I was in need last Friday. My friend, Jannie, was suddenly and unexpectedly dead. He was gone. Someone so alive and so indicative of what being alive has come to mean to me was now gone, not living in my presence. I needed words that marked both my loss and my hope in something greater than this loss.
So, I was relieved to be in good hands at Pittsburgh Theological Seminary. Now, here’s the deal. I knew Jannie better than any of the speakers. There was not a detail from his life that would change this moment for me. In fact, the least helpful and least moving parts of the service were the words of the eulogy that portrayed Jannie in a flattering light over against the words of 1 Cor 13. I shot knowing looks with my friends, John and Scott, who knew Jannie the same way I did.

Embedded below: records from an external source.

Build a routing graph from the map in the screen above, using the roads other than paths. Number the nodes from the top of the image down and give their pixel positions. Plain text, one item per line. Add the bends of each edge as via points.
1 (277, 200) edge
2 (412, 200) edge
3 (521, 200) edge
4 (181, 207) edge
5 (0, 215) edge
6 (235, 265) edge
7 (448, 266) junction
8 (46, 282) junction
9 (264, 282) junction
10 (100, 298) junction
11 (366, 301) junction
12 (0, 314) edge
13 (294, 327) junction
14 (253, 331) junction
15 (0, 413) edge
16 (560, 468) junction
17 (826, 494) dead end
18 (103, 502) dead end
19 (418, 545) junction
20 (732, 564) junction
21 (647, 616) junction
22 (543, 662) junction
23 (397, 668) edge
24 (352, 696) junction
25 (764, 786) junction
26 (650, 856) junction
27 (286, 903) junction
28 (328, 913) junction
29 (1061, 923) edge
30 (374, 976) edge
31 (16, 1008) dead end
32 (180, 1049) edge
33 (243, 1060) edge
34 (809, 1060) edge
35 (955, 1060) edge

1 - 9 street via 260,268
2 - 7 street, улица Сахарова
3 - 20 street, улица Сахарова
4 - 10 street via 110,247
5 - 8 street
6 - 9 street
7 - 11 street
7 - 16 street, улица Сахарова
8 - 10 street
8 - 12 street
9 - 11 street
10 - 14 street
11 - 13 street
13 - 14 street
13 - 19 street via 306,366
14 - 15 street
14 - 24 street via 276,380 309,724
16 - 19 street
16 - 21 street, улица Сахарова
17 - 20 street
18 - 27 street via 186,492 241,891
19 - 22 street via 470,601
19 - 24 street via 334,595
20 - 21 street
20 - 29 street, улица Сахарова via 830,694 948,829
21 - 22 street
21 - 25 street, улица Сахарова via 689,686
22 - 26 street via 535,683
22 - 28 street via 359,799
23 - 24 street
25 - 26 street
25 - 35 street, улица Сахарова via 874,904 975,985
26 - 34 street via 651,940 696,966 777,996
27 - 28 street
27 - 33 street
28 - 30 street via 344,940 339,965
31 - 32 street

He was admirable in so many ways without needing to make the full embodiment of so lofty a passage. I might or might not have leaned over to John and Scott and whispered, “wow, he must have gotten a lot better.”
No, words like these were of little help.
What did help, what dissolved me, what brought tears, and with them, cleansing grief and hope, were the set pieces. The words of the liturgy. The Scripture readings, the affirmations of faith, the passing of the peace. The Lord be with you. And also with you. That stuff. Those words choked deliciously in my throat throughout the entire service.
Now I know that Mrs. Landingham and Leo McGary are not real friends of mine. But these West Wing characters felt like my friends. And so when they died (on the show), it felt a little real. It felt like loss. I bring them up, and not Admiral Fitzwallace, (though I also experienced his death as a loss) (I know, I have problems) (good thing Charlie didn’t die, his participation in the show Psych notwithstanding) is that we were allowed to attend their funerals. And in both, we heard no personal antidotes or attempts to preach them into their final destiny, but we got the broad declarations of Scripture. And I was deeply moved. “I am the resurrection and the life.”
So, I might be the minority in all of this, but here’s what I think is going on. First, in that moment the words of the liturgy are larger than Jannie’s life. These words find their scale over all time and place. They are lofted and establish hope outside of our mastery or relative goodness. And because they are our best words, the one’s we’ve decided to say over and over again, they are as a result reassuring and overwhelmingly comforting.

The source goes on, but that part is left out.